Proprio perché la filosofia rappresenta il contesto, l’orizzonte di senso che dà forma ad ogni sapere scientifico, essa viene “prima” della scienza, è la visione del mondo in cui rientra ogni teoria scientifica che prova a rispondere alle domande che vengono poste alla natura cercando di ottenere le risposte. Il “venire prima” non implica in alcun modo che la filosofia sia più importante della scienza, non è una precedenza secondo un ordine di valore ma semplicemente di tipo “logico”. È necessario, però, comprendere in che modo le due possano lavorare in quel rapporto di coordinazione. Questo consiste nell’elaborazione di una nuova forma entro cui la scienza può interrogare la natura, portando così a nuovi risultati. Questi ultimi creeranno nuovi “problemi”, stimolando un’ulteriore ricerca filosofica e sfociando in un nuovo orizzonte di senso entro cui si collocheranno altrettanto nuove teorie della scienza, dando nuove risposte alle nuove domande. I due saperi interagiscono, quindi, in un fecondo circolo che permetterà di formulare nuove ipotesi ed effettuare nuove scoperte.

È in questo reciproco scambio che si evidenzia la più feconda collaborazione tra i due ambiti del sapere.
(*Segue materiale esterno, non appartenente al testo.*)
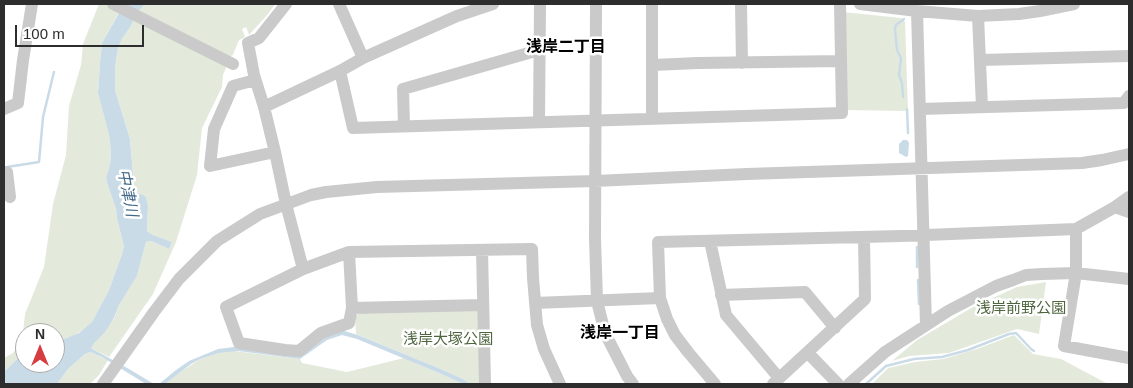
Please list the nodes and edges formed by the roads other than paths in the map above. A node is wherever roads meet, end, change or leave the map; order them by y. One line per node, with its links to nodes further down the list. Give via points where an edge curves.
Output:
1 (32, 4): 28 (street, via 18,103)
2 (113, 4): 21 (street)
3 (286, 4): 24 (street, via 259,38 248,44)
4 (493, 4): 17 (street, via 457,16)
5 (540, 4): 15 (street)
6 (596, 4): 31 (street)
7 (652, 4): 22 (street)
8 (741, 4): 20 (street)
9 (840, 4): 19 (street)
10 (860, 4): 13 (street)
11 (1074, 4): 14 (street, via 1019,14)
12 (344, 5): 17 (street)
13 (916, 11): 14 (street); 29 (street)
14 (978, 16): 18 (street)
15 (539, 50): 32 (street); 33 (street, via 403,89)
16 (1129, 56): 18 (street)
17 (363, 58): 23 (street)
18 (981, 60): 27 (street)
19 (841, 61): 20 (street); 30 (street, via 842,112)
20 (742, 63): 22 (street)
21 (233, 64)
22 (652, 66): 30 (street)
23 (340, 71): 26 (street); 33 (street, via 353,128)
24 (255, 80): 26 (street); 34 (street, via 233,86 214,129 210,166)
25 (1129, 96): 27 (street, via 1124,103)
26 (264, 107): 34 (street)
27 (982, 107): 29 (street)
28 (4, 109)
29 (920, 109): 36 (street)
30 (652, 118): 31 (street)
31 (595, 120): 32 (street); 38 (street)
32 (539, 122): 33 (street)
33 (404, 126)
34 (275, 152): 41 (street)
35 (1129, 154): 36 (street, via 1082,163)
36 (921, 169): 38 (street); 45 (street)
37 (4, 173): 39 (street, via 7,172)
38 (595, 182): 41 (street, via 368,187 326,192); 55 (street)
39 (10, 197)
40 (1129, 197): 42 (street)
41 (286, 204): 50 (street); 64 (street, via 260,214 217,241 180,279)
42 (1115, 207): 43 (street); 44 (street)
43 (1129, 212)
44 (1076, 229): 45 (street); 51 (street)
45 (924, 235): 46 (street); 59 (street)
46 (864, 237): 47 (street); 60 (street, via 865,299)
47 (710, 241): 53 (street); 54 (street, via 658,242)
48 (482, 250): 49 (street); 56 (street, via 532,248); 57 (street)
49 (349, 252): 50 (street); 58 (street)
50 (303, 269): 58 (street, via 226,307 238,343 299,351 322,334 349,324)
51 (1076, 273): 52 (street); 59 (street, via 1026,275 996,286); 62 (street, via 1064,346)
52 (1129, 279)
53 (721, 295): 60 (street, via 805,292); 63 (street, via 726,315)
54 (660, 298): 55 (street); 68 (street, via 675,335)
55 (597, 301): 56 (street); 67 (street, via 615,355)
56 (535, 304): 66 (street, via 544,349)
57 (483, 305): 58 (street); 65 (street)
58 (352, 308)
59 (926, 325): 70 (street, via 885,352)
60 (835, 328): 61 (street)
61 (808, 353): 63 (street); 69 (street)
62 (1129, 358)
63 (776, 381)
64 (104, 384)
65 (485, 384)
66 (560, 384)
67 (633, 384)
68 (715, 384)
69 (838, 384)
70 (849, 384)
Solamente in questa sintesi superiore si può cogliere il vero significato di entrambe. È grazie al ruolo della filosofia al di fuori della scienza che si ha un movimento ciclico dall’interno (dai risultati della scienza in un determinato orizzonte di senso) verso l’esterno (la filosofia che dispiega l’orizzonte di senso entro cui la scienza elabora nuove teorie) e viceversa.
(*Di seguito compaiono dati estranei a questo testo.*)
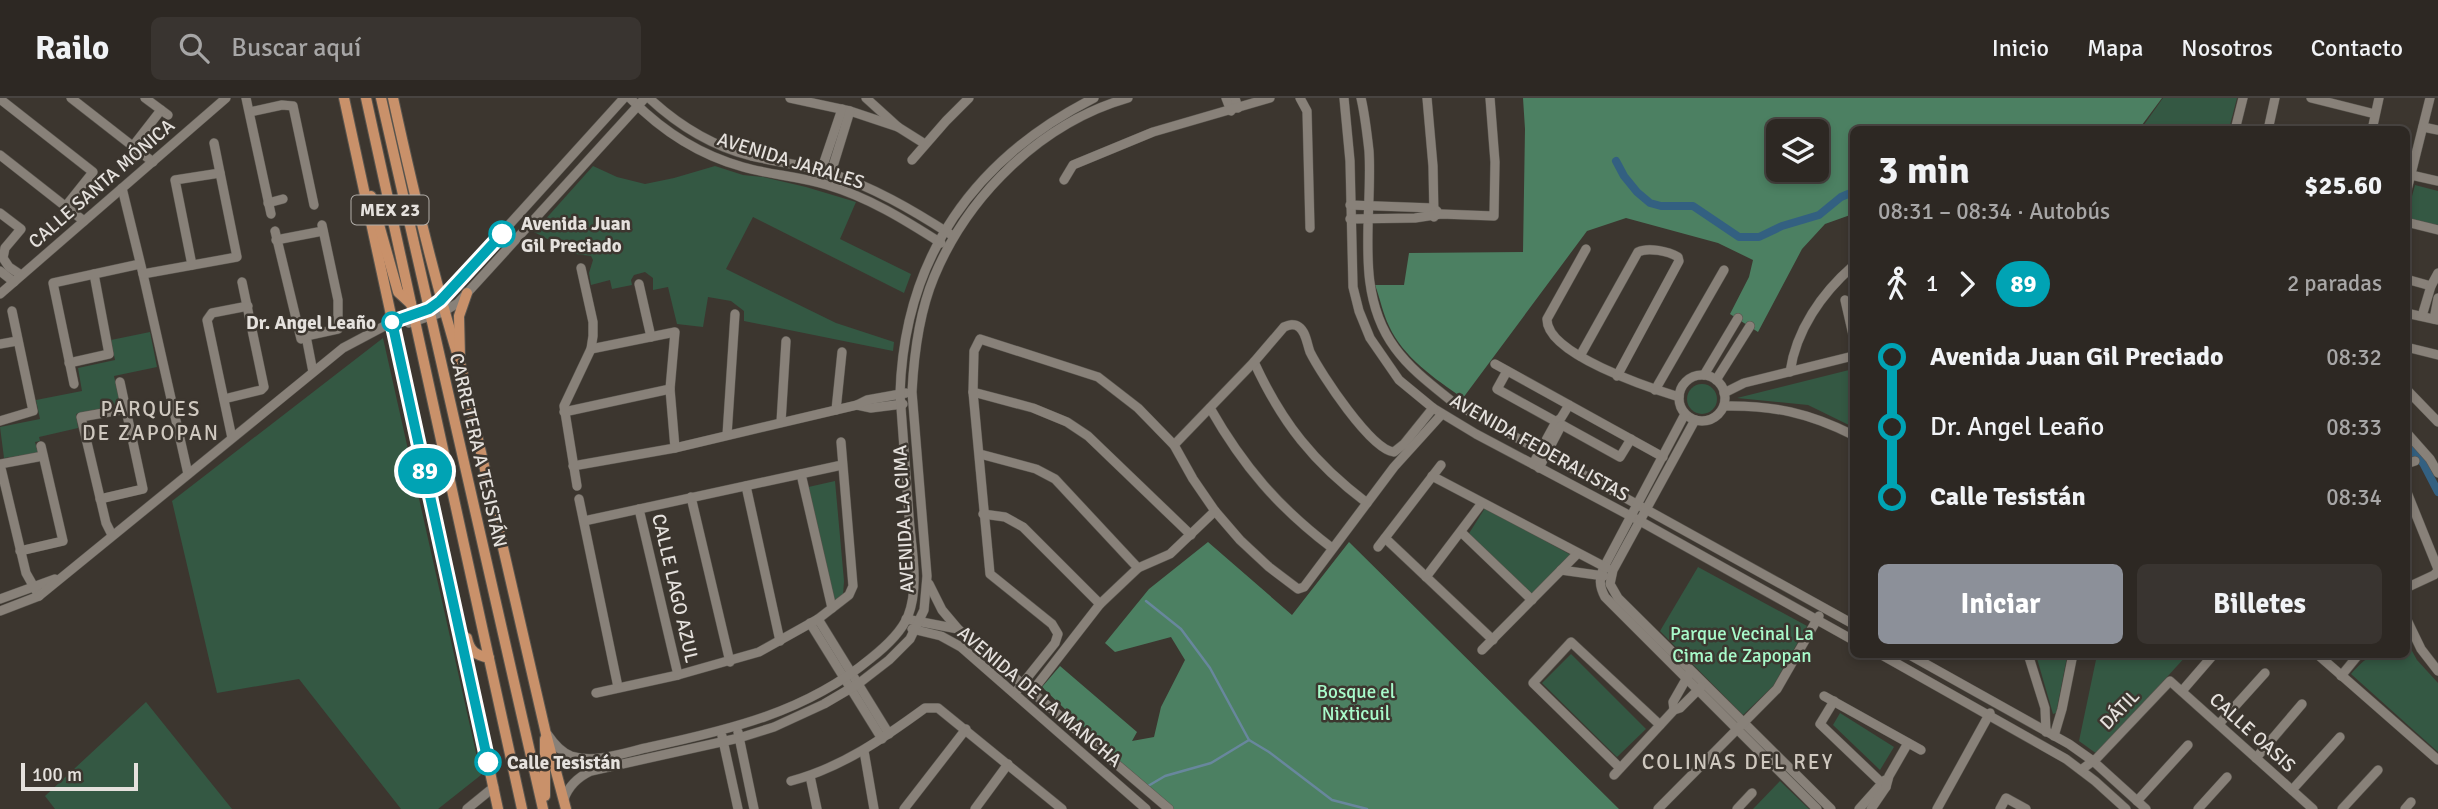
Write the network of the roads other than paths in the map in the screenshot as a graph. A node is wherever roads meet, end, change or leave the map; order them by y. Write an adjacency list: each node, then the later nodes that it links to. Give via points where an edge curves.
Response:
1 (71, 98): 45 (street)
2 (145, 98): 45 (street, via 164,113)
3 (246, 98): 35 (street)
4 (255, 98): 35 (street)
5 (344, 98): 49 (main road)
6 (366, 98): 101 (main road, CARRETERA A TESISTÁN / MEX 23)
7 (382, 98): 105 (main road, CARRETERA A TESISTÁN / MEX 23)
8 (393, 98): 103 (main road)
9 (624, 98): 75 (street)
10 (630, 98): 32 (street, AVENIDA JARALES)
11 (647, 98): 32 (street); 50 (street, AVENIDA JARALES, via 680,124 720,146)
12 (790, 98): 34 (street)
13 (866, 98): 40 (street)
14 (1094, 98): 80 (street, AVENIDA LA CIMA, via 1042,128 1006,156 973,191)
15 (1128, 98): 81 (street, AVENIDA LA CIMA, via 1096,109 1029,150 981,198)
16 (1226, 98): 33 (street)
17 (1235, 98): 33 (street)
18 (1270, 98): 33 (street)
19 (1300, 98): 77 (street, via 1307,111)
20 (1344, 98): 64 (street, AVENIDA FEDERALISTAS)
21 (1361, 98): 65 (street, AVENIDA FEDERALISTAS, via 1369,152)
22 (1427, 98): 69 (street)
23 (1490, 98): 69 (street, via 1494,216)
24 (2243, 98): 37 (street)
25 (2275, 98): 38 (street)
26 (2311, 98): 36 (street)
27 (2379, 98): 36 (street)
28 (2430, 98): 41 (street)
29 (0, 99): 67 (street, via 93,172)
30 (222, 99): 48 (street, CALLE SANTA MÓNICA)
31 (965, 99): 44 (street)
32 (638, 106): 56 (street, AVENIDA JARALES, via 705,153 743,167); 78 (street)
33 (1235, 109): 54 (street, via 1153,132 1073,165)
34 (846, 110): 40 (street); 50 (street)
35 (254, 111): 59 (street, via 293,106); 62 (street)
36 (2375, 114): 39 (street)
37 (2236, 126)
38 (2269, 126)
39 (2373, 126)
40 (898, 127): 44 (street)
41 (2423, 127): 42 (street); 52 (street)
42 (2438, 130)
43 (214, 143): 51 (street)
44 (925, 144): 47 (street)
45 (133, 146): 48 (street)
46 (0, 155): 67 (street)
47 (912, 160)
48 (153, 162): 58 (street, CALLE SANTA MÓNICA)
49 (360, 171): 101 (main road, via 398,292); 113 (main road)
50 (826, 172): 56 (street); 57 (street); 80 (street, AVENIDA JARALES, via 888,197)
51 (220, 173): 85 (street, via 237,257); 85 (street, via 175,180)
52 (2411, 175): 53 (street); 55 (street)
53 (2410, 179)
54 (1064, 180)
55 (2438, 181)
56 (817, 182): 57 (street, AVENIDA JARALES)
57 (827, 185): 82 (street, AVENIDA JARALES, via 881,207)
58 (122, 188): 74 (street, CALLE SANTA MÓNICA); 87 (street)
59 (312, 192): 60 (street); 63 (street)
60 (300, 195)
61 (283, 199): 62 (street)
62 (268, 202): 70 (street)
63 (314, 205)
64 (1350, 205): 65 (street); 71 (street, AVENIDA FEDERALISTAS)
65 (1369, 206): 66 (street); 72 (street, AVENIDA FEDERALISTAS)
66 (1387, 206): 69 (street); 73 (street)
67 (65, 207): 74 (street)
68 (0, 213): 92 (street, via 21,229 5,248 3,258)
69 (1436, 213): 73 (street)
70 (271, 214)
71 (1350, 219): 72 (street); 154 (street, AVENIDA FEDERALISTAS, via 1353,287 1370,338 1399,380)
72 (1369, 219): 73 (street); 171 (street, AVENIDA FEDERALISTAS, via 1371,291 1395,348 1454,402)
73 (1386, 219)
74 (83, 221): 92 (street, CALLE SANTA MÓNICA)
75 (514, 221): 78 (street); 103 (street)
76 (2410, 223): 79 (street)
77 (1310, 228)
78 (524, 229): 97 (street)
79 (2438, 230)
80 (945, 231): 81 (street, AVENIDA JARALES); 82 (street, AVENIDA LA CIMA)
81 (954, 237): 83 (street, AVENIDA LA CIMA)
82 (939, 242): 83 (street, AVENIDA JARALES); 143 (street, AVENIDA LA CIMA, via 908,318)
83 (948, 248): 144 (street, AVENIDA LA CIMA, via 922,317)
84 (1586, 248): 124 (street, via 1547,326)
85 (192, 265): 87 (street)
86 (581, 268): 121 (street, via 593,322)
87 (142, 269): 91 (street); 179 (street)
88 (1850, 269): 132 (street, via 1822,298 1805,325)
89 (1724, 270): 139 (street)
90 (0, 271): 92 (street)
91 (94, 274): 127 (street, via 109,354); 127 (street, via 52,283)
92 (18, 279): 98 (street, CALLE SANTA MÓNICA)
93 (2410, 279): 94 (street)
94 (2436, 279): 108 (street)
95 (242, 282): 102 (street)
96 (639, 284): 116 (street)
97 (467, 293): 103 (street, via 452,307); 129 (main road, via 459,316)
98 (0, 294)
99 (2438, 298): 111 (street)
100 (1845, 300): 112 (street)
101 (411, 304): 110 (main road, CARRETERA A TESISTÁN / MEX 23)
102 (248, 306): 146 (street, via 264,387); 146 (street, via 207,317)
103 (442, 306): 105 (street); 129 (main road)
104 (12, 311): 117 (street)
105 (430, 312): 110 (street); 302 (main road, CARRETERA A TESISTÁN / MEX 23)
106 (734, 314): 164 (street)
107 (2410, 314): 108 (street)
108 (2422, 316): 111 (street)
109 (1738, 318): 133 (street)
110 (414, 319): 113 (street); 233 (main road, CARRETERA A TESISTÁN / MEX 23)
111 (2436, 320)
112 (1850, 322)
113 (390, 325): 131 (street, via 343,348); 196 (main road)
114 (1750, 326): 135 (street)
115 (306, 337): 115 (street, via 301,338 276,236 322,228 338,300 338,329); 131 (street)
116 (651, 337): 121 (street); 138 (street, via 676,332)
117 (18, 341): 119 (street); 158 (street, via 33,411)
118 (786, 341): 159 (street)
119 (0, 344)
120 (2410, 348): 123 (street)
121 (591, 349): 155 (street)
122 (842, 352): 153 (street)
123 (2438, 355)
124 (1580, 356): 134 (street); 134 (street, via 1638,252 1674,254 1679,261)
125 (1850, 357): 132 (street)
126 (1254, 362): 151 (street); 162 (street, via 1284,327 1294,324 1303,330 1327,382 1384,449 1394,452); 188 (street, via 1289,427 1329,472)
127 (69, 363): 137 (street)
128 (1495, 364): 130 (street)
129 (461, 366): 271 (main road)
130 (1507, 371): 149 (street); 160 (street, via 1497,389)
131 (313, 372): 166 (street)
132 (1790, 372): 141 (street)
133 (1704, 375): 135 (street); 145 (street, via 1686,381)
134 (1617, 376): 139 (street)
135 (1716, 380): 141 (street)
136 (120, 382): 152 (street)
137 (74, 384)
138 (670, 389): 155 (street); 170 (street)
139 (1655, 390): 145 (street)
140 (973, 392): 169 (street, via 974,351 980,340 987,340 1098,377 1138,408); 172 (street); 199 (street, via 1067,422 1088,436)
141 (1724, 393): 150 (street)
142 (2410, 393): 161 (street)
143 (900, 394): 144 (street); 147 (street, AVENIDA LA CIMA); 148 (street)
144 (912, 397): 147 (street); 209 (street, AVENIDA LA CIMA)
145 (1679, 397): 156 (street)
146 (224, 399): 166 (street)
147 (901, 404): 148 (street); 222 (street, AVENIDA LA CIMA, via 914,575)
148 (857, 405): 153 (street)
149 (1569, 405): 160 (street); 167 (street)
150 (1724, 406): 157 (street, via 1712,419); 163 (street, via 1796,412)
151 (1210, 408): 169 (street); 202 (street, via 1258,481)
152 (126, 409): 185 (street, via 143,489); 185 (street, via 81,417)
153 (836, 410): 159 (street)
154 (1437, 411): 162 (street); 177 (street, AVENIDA FEDERALISTAS)
155 (564, 412): 176 (street)
156 (1685, 414): 157 (street); 173 (street)
157 (1695, 420): 190 (street)
158 (0, 421)
159 (781, 422): 164 (street)
160 (1560, 422): 167 (street, via 1620,457); 171 (street)
161 (2438, 422)
162 (1424, 428): 188 (street)
163 (1850, 434)
164 (727, 435): 170 (street)
165 (2410, 436): 178 (street)
166 (232, 438): 179 (street)
167 (1631, 439): 173 (street)
168 (841, 442): 174 (street)
169 (1174, 445): 192 (street)
170 (675, 448): 176 (street)
171 (1544, 451): 177 (street); 190 (street, AVENIDA FEDERALISTAS)
172 (981, 454): 193 (street); 205 (street, via 1036,469 1055,480)
173 (1663, 457): 190 (street)
174 (842, 465): 180 (street); 217 (street, via 853,586)
175 (1441, 465): 181 (street)
176 (573, 466): 183 (street)
177 (1536, 466): 194 (street, AVENIDA FEDERALISTAS)
178 (2438, 472)
179 (188, 474): 198 (street)
180 (801, 474): 182 (street); 217 (street)
181 (1432, 476): 189 (street); 200 (street)
182 (746, 485): 184 (street); 230 (street)
183 (577, 486)
184 (691, 497): 191 (street); 241 (street)
185 (100, 499): 198 (street)
186 (579, 499): 195 (street)
187 (2410, 500): 206 (street)
188 (1367, 503): 202 (street)
189 (1482, 503): 197 (street); 204 (street)
190 (1643, 507): 194 (street); 216 (street, AVENIDA FEDERALISTAS)
191 (639, 509): 195 (street); 247 (street, CALLE LAGO AZUL)
192 (1215, 511): 199 (street); 202 (street, via 1295,589 1304,587)
193 (983, 514): 215 (street, via 1005,517 1023,527); 227 (street, via 990,574 1052,624)
194 (1636, 519): 208 (street); 219 (street, AVENIDA FEDERALISTAS)
195 (584, 521): 252 (street)
196 (438, 531): 233 (main road, via 469,648); 293 (main road)
197 (1461, 532): 210 (street); 214 (street)
198 (112, 535): 212 (street)
199 (1191, 536): 205 (street, via 1162,560)
200 (1385, 538): 201 (street); 210 (street)
201 (1378, 547)
202 (1332, 548)
203 (20, 551): 203 (street, via 0,464 42,451 63,541); 212 (street)
204 (1577, 554): 207 (street); 208 (street)
205 (1138, 568): 215 (street)
206 (2438, 568): 211 (street, via 2434,575)
207 (1561, 570): 208 (street); 214 (street)
208 (1607, 572): 246 (street, via 1601,589 1605,597)
209 (927, 576): 223 (street, AVENIDA LA CIMA); 225 (street, AVENIDA DE LA MANCHA, via 934,598)
210 (1426, 577): 229 (street)
211 (2410, 586)
212 (36, 592): 213 (street); 218 (street)
213 (0, 599)
214 (1532, 600): 229 (street)
215 (1100, 604): 226 (street)
216 (1824, 607): 219 (street); 221 (street, AVENIDA FEDERALISTAS)
217 (832, 608): 220 (street)
218 (0, 611)
219 (1817, 619): 228 (street, AVENIDA FEDERALISTAS); 268 (street, via 1777,689)
220 (814, 621): 230 (street); 248 (street)
221 (1850, 622)
222 (904, 623): 223 (street, AVENIDA DE LA MANCHA); 248 (street)
223 (918, 626): 225 (street, AVENIDA DE LA MANCHA); 253 (street, via 896,653); 258 (street, AVENIDA DE LA MANCHA, via 952,641)
224 (2410, 626): 243 (street)
225 (958, 629): 251 (street, AVENIDA DE LA MANCHA)
226 (1077, 633): 227 (street); 244 (street)
227 (1058, 634): 242 (street)
228 (1850, 638)
229 (1493, 640): 231 (street)
230 (780, 641): 241 (street)
231 (1482, 650)
232 (2438, 657): 243 (street)
233 (489, 658): 301 (main road, CARRETERA A TESISTÁN / MEX 23)
234 (1887, 658): 265 (street)
235 (1915, 658): 262 (street)
236 (2029, 658): 272 (street)
237 (2072, 658): 272 (street, via 2062,709)
238 (2211, 658): 256 (street)
239 (2321, 658): 249 (street)
240 (2356, 658): 249 (street)
241 (730, 662): 247 (street)
242 (1038, 665): 244 (street); 251 (street)
243 (2435, 668)
244 (1047, 673): 255 (street)
245 (2265, 673): 266 (street)
246 (1688, 675): 254 (street); 264 (street, via 1673,702)
247 (678, 676): 252 (street)
248 (848, 676): 253 (street); 269 (street, via 801,703)
249 (2341, 676): 283 (street)
250 (2170, 681): 256 (street, CALLE OASIS); 284 (street, DÁTIL)
251 (1024, 684): 255 (street, AVENIDA DE LA MANCHA); 258 (street)
252 (618, 687): 257 (street)
253 (854, 687): 274 (street); 276 (street, via 801,715)
254 (1700, 687): 264 (street); 268 (street)
255 (1032, 691): 260 (street); 312 (street, AVENIDA DE LA MANCHA)
256 (2182, 691): 266 (street, CALLE OASIS)
257 (596, 693)
258 (1015, 693): 260 (street, AVENIDA DE LA MANCHA)
259 (1824, 696): 261 (street)
260 (1024, 701): 311 (street, AVENIDA DE LA MANCHA)
261 (1834, 701): 277 (street); 292 (street, via 1821,724)
262 (1995, 703): 265 (street); 272 (street)
263 (2302, 704): 282 (street)
264 (1674, 710): 267 (street)
265 (1989, 715): 288 (street); 319 (street)
266 (2219, 724): 282 (street, CALLE OASIS)
267 (1660, 725): 267 (street, via 1617,771 1533,683 1571,642)
268 (1740, 726): 313 (street); 315 (street); 316 (street)
269 (737, 727): 273 (street); 276 (street)
270 (966, 729): 274 (street, via 932,706); 285 (street); 307 (street)
271 (547, 734): 281 (street, via 570,755); 298 (main road); 302 (main road)
272 (2050, 734): 284 (street)
273 (722, 736): 276 (street); 281 (street); 286 (street); 303 (street)
274 (886, 737): 280 (street)
275 (2340, 737): 294 (street)
276 (739, 738): 304 (street)
277 (1908, 743): 279 (street); 292 (street)
278 (2188, 745): 297 (street)
279 (1922, 750)
280 (864, 751): 289 (street); 306 (street)
281 (613, 755): 286 (street)
282 (2256, 758): 294 (street, CALLE OASIS)
283 (2438, 760)
284 (2092, 761): 288 (street, DÁTIL); 297 (street)
285 (1008, 764): 296 (street); 308 (street)
286 (616, 766): 298 (street, via 582,775 567,790)
287 (2378, 769): 326 (street)
288 (2081, 770): 322 (street)
289 (810, 776): 291 (street); 305 (street)
290 (2227, 777): 324 (street)
291 (791, 781)
292 (1886, 782): 317 (street); 318 (street)
293 (494, 787): 299 (street); 300 (main road)
294 (2292, 790): 325 (street, CALLE OASIS)
295 (1752, 793): 314 (street)
296 (1051, 800): 309 (street); 310 (street)
297 (2137, 801): 323 (street)
298 (565, 804)
299 (467, 809)
300 (498, 809)
301 (522, 809)
302 (544, 809)
303 (738, 809)
304 (754, 809)
305 (817, 809)
306 (874, 809)
307 (904, 809)
308 (975, 809)
309 (1044, 809)
310 (1062, 809)
311 (1146, 809)
312 (1169, 809)
313 (1658, 809)
314 (1738, 809)
315 (1817, 809)
316 (1831, 809)
317 (1859, 809)
318 (1871, 809)
319 (1937, 809)
320 (2000, 809): 321 (street, via 2006,799)
321 (2026, 809)
322 (2126, 809)
323 (2146, 809)
324 (2198, 809)
325 (2313, 809)
326 (2342, 809)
Abbiamo visto, dunque, come la filosofia sia un sapere che non può avere un ruolo interno alla scienza e la domanda iniziale, per come era stata posta non ha alcun senso. Ma è proprio in questo suo essere esterna, nel venire “prima” della scienza, che la filosofia può effettivamente contribuire al sapere scientifico che a sua volta darà alla speculazione filosofica nuova linfa per interrogarsi. Ponendo le domande in una diversa forma, si potrà dare un nuovo indirizzo alla scienza impegnata a trovarne le risposte con teorie ed esperimenti.

Ad oggi, però, come si nota dalla diversa rilevanza (a livello assiologico, ovvero riguardante il valore) che viene attribuita alle due forme di sapere, sembra che le cose non stiano così. Viviamo in un’epoca in cui la scienza e la tecnica troneggiano, dando poco, e a volte nessun valore alla filosofia che non ha, secondo diversi scienziati, motivo di esistere in virtù della “superiorità” del sapere scientifico. Saremo in grado di intenderci a vicenda? Saremo in grado di sviluppare una visione d’insieme? Questo non vuol dire in alcun modo far diventare lo scienziato filosofo ed il filosofo scienziato. Vuol dire vedere in che modo i due possano relazionarsi, come possano occuparsi della stessa cosa, ovvero della natura, seppur in modo diverso. Sapremo stabilire questo fecondo rapporto di coordinazione ciclica, rendendo grandi sia filosofia che scienza?

  1. Parmenide. Frammenti 2-3 D.K. (rielaborazione).
  2. Nell’occasione di una riunione della British Association for the Advancement of Science.
  3. Riguardano soprattutto la comunicazione tra gli scienziati, alla quale si è cercato di far fronte attraverso conferenze e congressi.
  4. La scienza non parte dalle scoperte per formulare nuove teorie. Al momento dell’esperimento lo scienziato ha già in mente qualcosa che vuole verificare con risultati sperimentali. La scienza non va avanti per mezzo dell’induzione empirica, ma per mezzo del verificazionismo: si elabora una teoria (prima della sperimentazione) cercando, quindi, di verificarla con gli esperimenti: non si potrà arrivare alla verità assoluta, ma solamente molto probabile in base al numero di esperimenti che verificano la nostra teoria. Attenzione, basta anche un singolo esperimento discordante dalla teoria per falsificarla.